##### EXERCISE MATERIALS

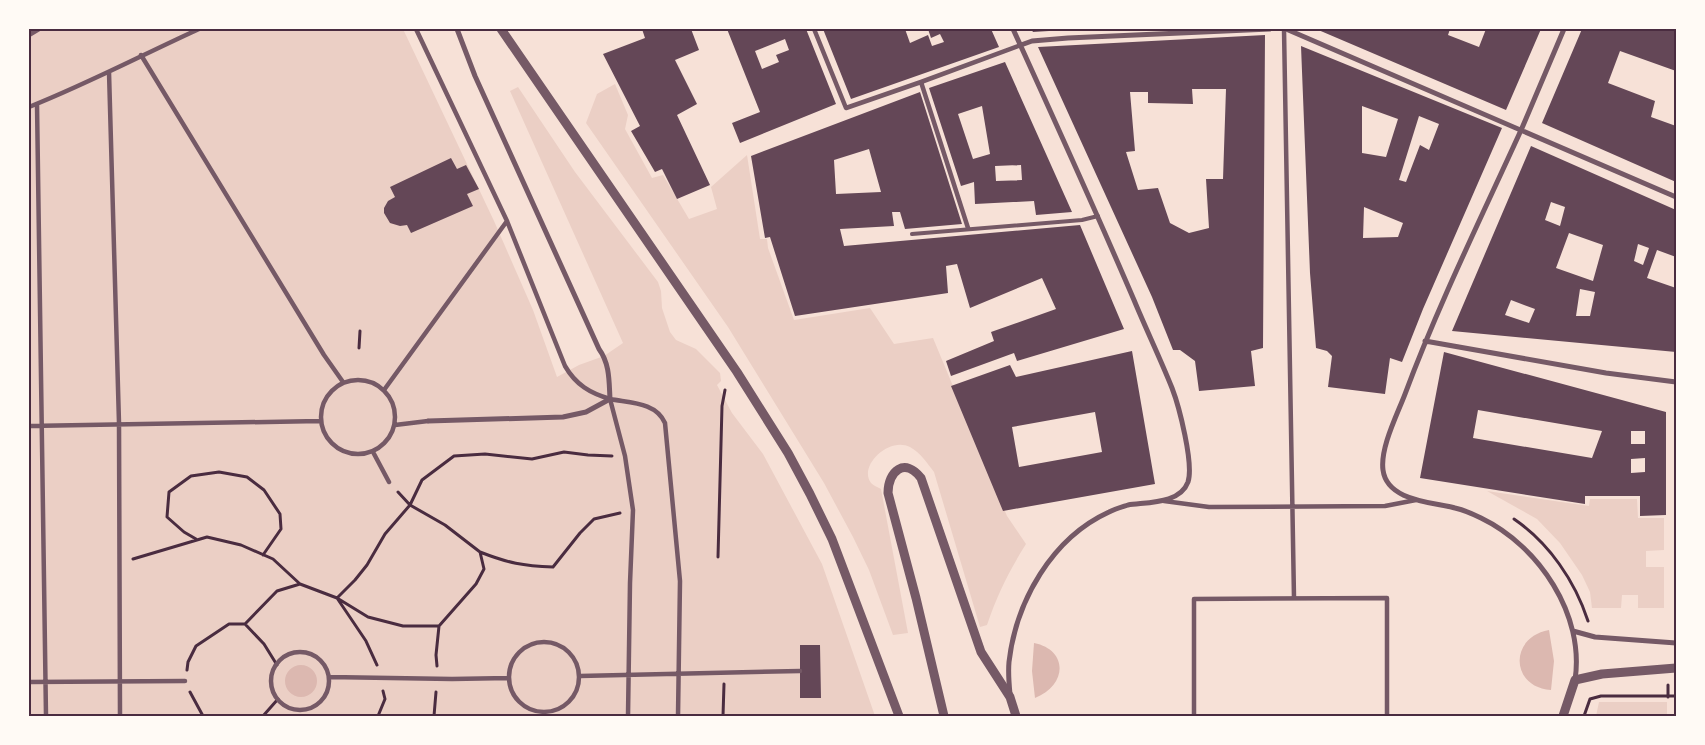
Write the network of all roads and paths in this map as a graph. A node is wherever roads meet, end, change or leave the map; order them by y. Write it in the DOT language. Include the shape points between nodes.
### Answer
graph roads {
  1 [pos="40,29"];
  2 [pos="200,29"];
  3 [pos="416,29"];
  4 [pos="457,29"];
  5 [pos="501,29"];
  6 [pos="814,29"];
  7 [pos="1013,29"];
  8 [pos="1270,29"];
  9 [pos="1285,29"];
  10 [pos="1564,29"];
  11 [pos="29,35"];
  12 [pos="1021,45"];
  13 [pos="141,56"];
  14 [pos="109,72"];
  15 [pos="920,82"];
  16 [pos="37,104"];
  17 [pos="29,107"];
  18 [pos="1521,130"];
  19 [pos="1676,197"];
  20 [pos="1098,216"];
  21 [pos="507,221"];
  22 [pos="968,228"];
  23 [pos="912,234"];
  24 [pos="360,332"];
  25 [pos="1425,341"];
  26 [pos="359,348"];
  27 [pos="343,382"];
  28 [pos="1676,382"];
  29 [pos="384,390"];
  30 [pos="725,390"];
  31 [pos="610,399"];
  32 [pos="320,421"];
  33 [pos="428,422"];
  34 [pos="118,423"];
  35 [pos="395,425"];
  36 [pos="29,426"];
  37 [pos="43,426"];
  38 [pos="373,452"];
  39 [pos="625,456"];
  40 [pos="389,482"];
  41 [pos="1162,500"];
  42 [pos="1416,500"];
  43 [pos="410,506"];
  44 [pos="1293,506"];
  45 [pos="633,510"];
  46 [pos="196,540"];
  47 [pos="480,552"];
  48 [pos="263,555"];
  49 [pos="718,557"];
  50 [pos="119,563"];
  51 [pos="300,584"];
  52 [pos="337,598"];
  53 [pos="1294,598"];
  54 [pos="1584,608"];
  55 [pos="1589,622"];
  56 [pos="245,624"];
  57 [pos="439,626"];
  58 [pos="1573,630"];
  59 [pos="1676,643"];
  60 [pos="277,664"];
  61 [pos="1676,668"];
  62 [pos="800,671"];
  63 [pos="724,673"];
  64 [pos="680,674"];
  65 [pos="629,675"];
  66 [pos="580,676"];
  67 [pos="329,677"];
  68 [pos="380,678"];
  69 [pos="509,678"];
  70 [pos="438,679"];
  71 [pos="1575,680"];
  72 [pos="185,681"];
  73 [pos="29,682"];
  74 [pos="46,682"];
  75 [pos="120,682"];
  76 [pos="1668,685"];
  77 [pos="1668,696"];
  78 [pos="1674,696"];
  79 [pos="1010,697"];
  80 [pos="278,699"];
  81 [pos="46,716"];
  82 [pos="120,716"];
  83 [pos="203,716"];
  84 [pos="263,716"];
  85 [pos="378,716"];
  86 [pos="434,716"];
  87 [pos="628,716"];
  88 [pos="678,716"];
  89 [pos="723,716"];
  90 [pos="899,716"];
  91 [pos="944,716"];
  92 [pos="1016,716"];
  93 [pos="1194,716"];
  94 [pos="1387,716"];
  95 [pos="1563,716"];
  96 [pos="1584,716"];
  1 -- 11 [label="street"];
  2 -- 13 [label="street"];
  3 -- 21 [label="street"];
  4 -- 31 [label="street" via="475,76 604,356"];
  5 -- 90 [label="street" via="737,372 788,453 828,531"];
  6 -- 15 [label="street" via="846,108"];
  7 -- 12 [label="street"];
  8 -- 12 [label="street" via="1032,40"];
  9 -- 18 [label="street"];
  9 -- 44 [label="street"];
  10 -- 18 [label="street"];
  12 -- 15 [label="street"];
  12 -- 20 [label="street"];
  13 -- 14 [label="street"];
  13 -- 27 [label="street"];
  14 -- 16 [label="street"];
  14 -- 34 [label="street"];
  15 -- 22 [label="street"];
  16 -- 17 [label="street"];
  16 -- 37 [label="street"];
  18 -- 19 [label="street"];
  18 -- 25 [label="street"];
  20 -- 22 [label="lane" via="1082,220"];
  20 -- 41 [label="street" via="1174,398 1183,430 1190,472 1188,483 1178,494"];
  21 -- 29 [label="street"];
  21 -- 31 [label="street" via="568,371 584,388"];
  22 -- 23 [label="lane"];
  24 -- 26 [label="path"];
  25 -- 28 [label="street"];
  25 -- 42 [label="street" via="1386,443 1383,470 1392,487"];
  27 -- 29 [label="street" via="357,379 372,382"];
  27 -- 32 [label="street" via="330,392 322,405"];
  29 -- 35 [label="street" via="396,412"];
  30 -- 49 [label="path"];
  31 -- 33 [label="street" via="586,412 563,417"];
  31 -- 39 [label="street"];
  31 -- 64 [label="street" via="657,410 665,423 680,581"];
  32 -- 34 [label="street"];
  32 -- 38 [label="street" via="333,446 345,453"];
  33 -- 35 [label="street"];
  34 -- 37 [label="street"];
  34 -- 50 [label="street"];
  35 -- 38 [label="street" via="383,446"];
  36 -- 37 [label="street"];
  37 -- 74 [label="street"];
  38 -- 40 [label="street"];
  39 -- 43 [label="path" via="564,452 532,459 485,454 454,456 422,480"];
  39 -- 45 [label="street"];
  40 -- 43 [label="path"];
  41 -- 44 [label="street" via="1208,507"];
  41 -- 79 [label="street" via="1126,506 1100,516 1074,534 1050,560 1032,588 1018,622 1009,664"];
  42 -- 44 [label="street" via="1385,506"];
  42 -- 58 [label="street" via="1469,513 1502,530 1520,544 1556,590"];
  43 -- 47 [label="path" via="445,525"];
  43 -- 52 [label="path" via="385,534 367,565"];
  44 -- 53 [label="street"];
  45 -- 47 [label="path" via="594,519 553,567 523,566"];
  45 -- 65 [label="street"];
  46 -- 48 [label="path" via="207,537 241,545"];
  46 -- 48 [label="path" via="167,517 169,492 191,476 219,472 247,477 264,490 280,514 280,529"];
  46 -- 50 [label="path"];
  47 -- 57 [label="path" via="484,569 476,584"];
  48 -- 51 [label="path" via="273,559"];
  50 -- 75 [label="street"];
  51 -- 52 [label="path"];
  51 -- 56 [label="path" via="277,591"];
  52 -- 57 [label="path" via="368,617 403,626"];
  52 -- 68 [label="path" via="366,641"];
  53 -- 93 [label="street" via="1194,599"];
  53 -- 94 [label="street" via="1387,598"];
  54 -- 55 [label="path"];
  56 -- 60 [label="path"];
  56 -- 72 [label="path" via="229,624 196,646 188,662"];
  57 -- 70 [label="path"];
  58 -- 59 [label="street" via="1595,637"];
  58 -- 71 [label="street" via="1577,656"];
  60 -- 67 [label="street" via="290,655 307,654 322,662"];
  60 -- 80 [label="street" via="272,682"];
  61 -- 71 [label="street" via="1610,673"];
  62 -- 63 [label="street"];
  63 -- 64 [label="street"];
  63 -- 89 [label="path"];
  64 -- 65 [label="street"];
  64 -- 88 [label="street"];
  65 -- 66 [label="street"];
  65 -- 87 [label="street"];
  66 -- 69 [label="street" via="574,697 566,705 545,712 534,711 520,702 511,689"];
  66 -- 69 [label="street" via="572,655 554,643 543,642 532,643 522,649 510,666"];
  67 -- 68 [label="street"];
  67 -- 80 [label="street" via="326,695 312,708 293,709"];
  68 -- 70 [label="street"];
  68 -- 85 [label="path" via="385,700"];
  69 -- 70 [label="street"];
  70 -- 86 [label="path"];
  71 -- 95 [label="street"];
  72 -- 75 [label="street"];
  72 -- 83 [label="path"];
  73 -- 74 [label="street"];
  74 -- 75 [label="street"];
  74 -- 81 [label="street"];
  75 -- 82 [label="street"];
  76 -- 77 [label="path"];
  77 -- 78 [label="path"];
  77 -- 96 [label="path" via="1601,696 1590,699"];
  79 -- 91 [label="street" via="981,652 921,478 914,470 904,467 892,476 888,493"];
  79 -- 92 [label="street"];
  80 -- 84 [label="path"];
}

##########

▸ **INSTRUCTIONS FOR THE TASK**: Find the lines in the entries above where "graph" occurs, and copy each of them.

▸ **ANSWER**:
Write the network of all roads and paths in this map as a graph. A node is wherever roads meet, end, change or leave the map; order them by y. Write it in the DOT language. Include the shape points between nodes.
graph roads {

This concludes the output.